Saved data entries:

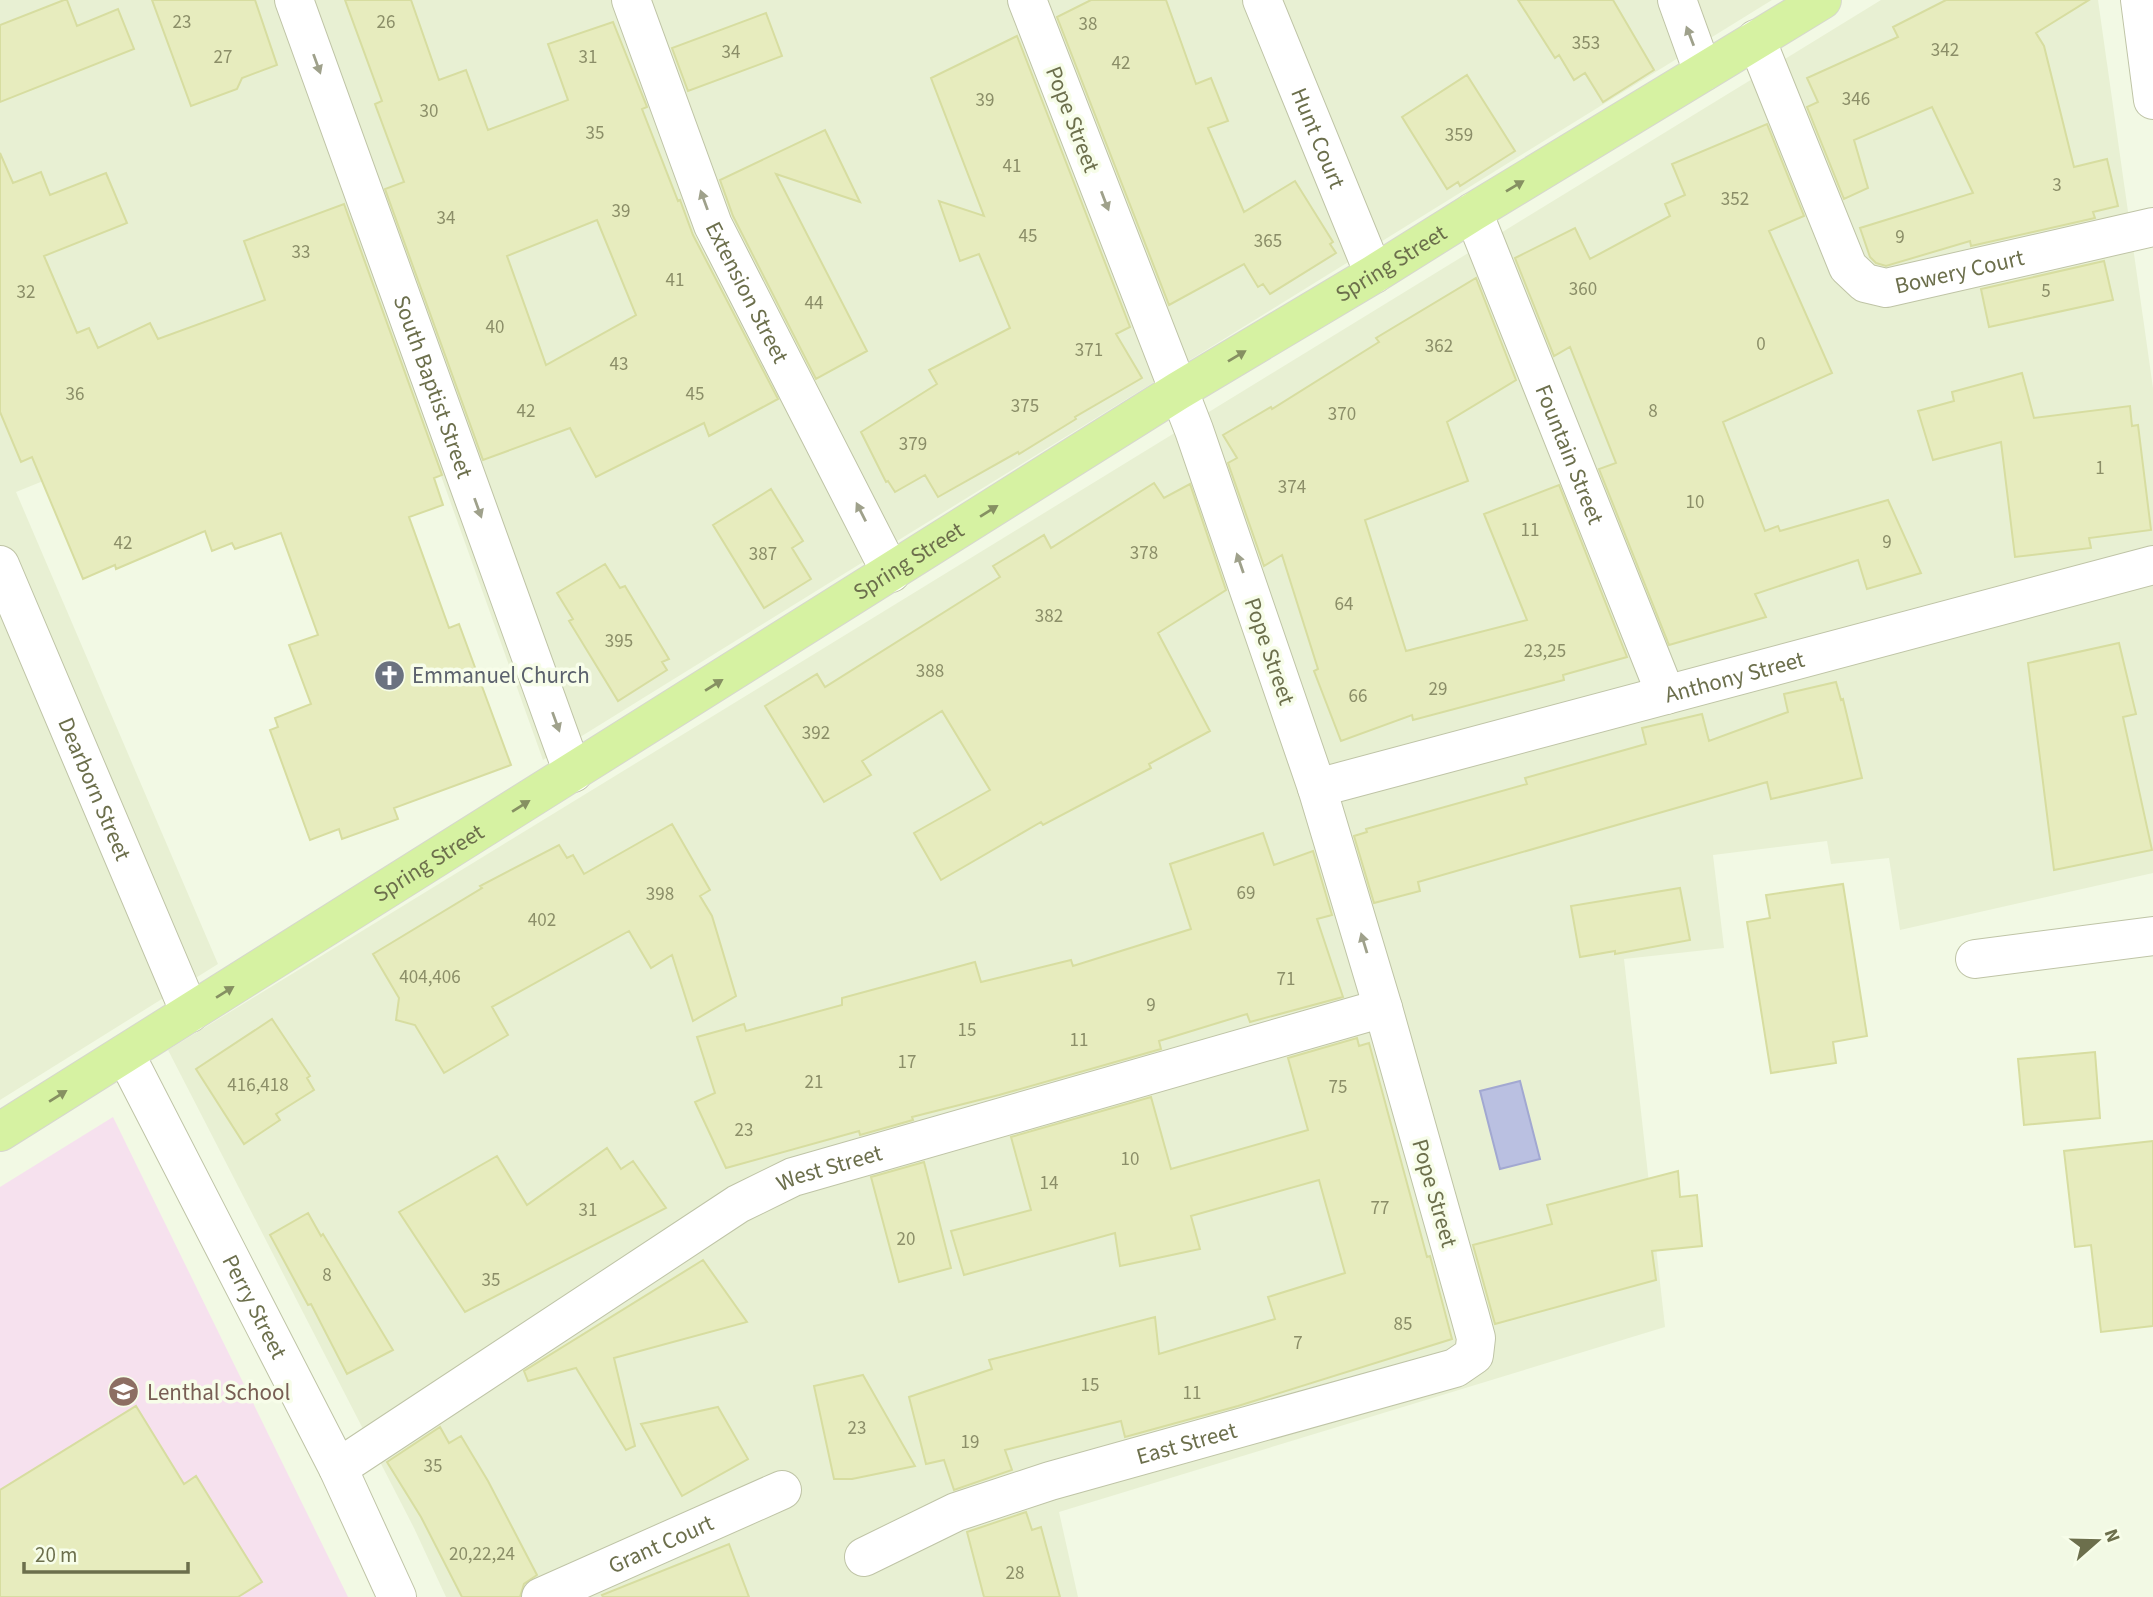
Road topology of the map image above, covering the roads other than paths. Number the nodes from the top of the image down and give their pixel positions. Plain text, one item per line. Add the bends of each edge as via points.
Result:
1 (294, 0) edge
2 (631, 0) edge
3 (1027, 0) edge
4 (1262, 0) edge
5 (1677, 0) edge
6 (1822, 0) edge
7 (2140, 0) edge
8 (1756, 39) junction
9 (1703, 72) junction
10 (2153, 100) edge
11 (1473, 212) junction
12 (2153, 227) edge
13 (1374, 274) junction
14 (1178, 391) junction
15 (0, 565) edge
16 (2153, 565) edge
17 (891, 573) junction
18 (1666, 695) junction
19 (573, 773) junction
20 (1317, 788) junction
21 (2153, 936) edge
22 (1975, 959) dead end
23 (1383, 1008) junction
24 (190, 1013) junction
25 (125, 1054) junction
26 (0, 1132) edge
27 (1470, 1316) joint
28 (338, 1468) junction
29 (782, 1490) dead end
30 (864, 1557) dead end
31 (397, 1597) edge
32 (541, 1597) edge

1 -> 19 street, South Baptist Street
17 -> 2 street, Extension Street via 713,225
3 -> 14 street, Pope Street
4 - 13 street, Hunt Court
9 -> 5 street
6 - 8 main road, Spring Street
7 - 10 street
8 - 9 main road, Spring Street
8 - 12 street, Bowery Court via 1848,268 1865,284 1886,288
11 -> 9 main road, Spring Street
11 - 13 main road, Spring Street
11 - 18 street, Fountain Street
14 -> 13 main road, Spring Street
17 -> 14 main road, Spring Street
20 -> 14 street, Pope Street
15 - 24 street, Dearborn Street
16 - 18 street, Anthony Street
19 -> 17 main road, Spring Street
18 - 20 street, Anthony Street
24 -> 19 main road, Spring Street
23 -> 20 street, Pope Street
21 - 22 street
23 - 27 street, Pope Street
23 - 28 street, West Street via 793,1177 738,1204
24 - 25 main road, Spring Street
26 -> 25 main road, Spring Street
25 - 28 street, Perry Street
27 - 30 street, East Street via 1476,1338 1474,1355 1455,1368 1050,1481 956,1512
28 - 31 street, Perry Street
29 - 32 street, Grant Court

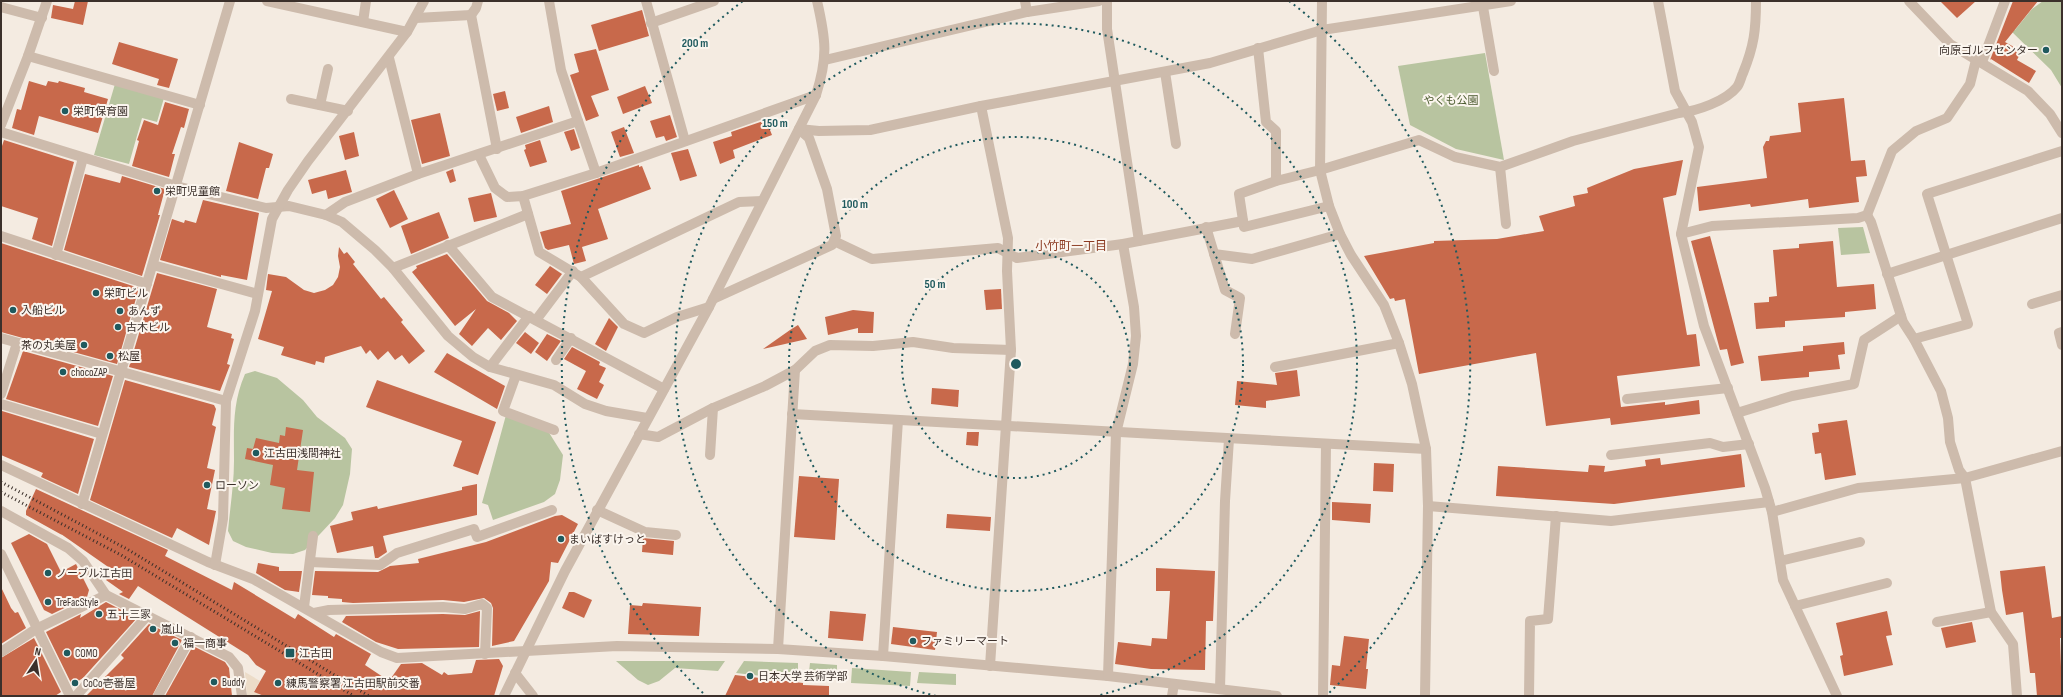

WHAT IS BEING ASKED – Return every line in the records that includes the string "main".

FINISHED TASK –
6 - 8 main road, Spring Street
8 - 9 main road, Spring Street
11 -> 9 main road, Spring Street
11 - 13 main road, Spring Street
14 -> 13 main road, Spring Street
17 -> 14 main road, Spring Street
19 -> 17 main road, Spring Street
24 -> 19 main road, Spring Street
24 - 25 main road, Spring Street
26 -> 25 main road, Spring Street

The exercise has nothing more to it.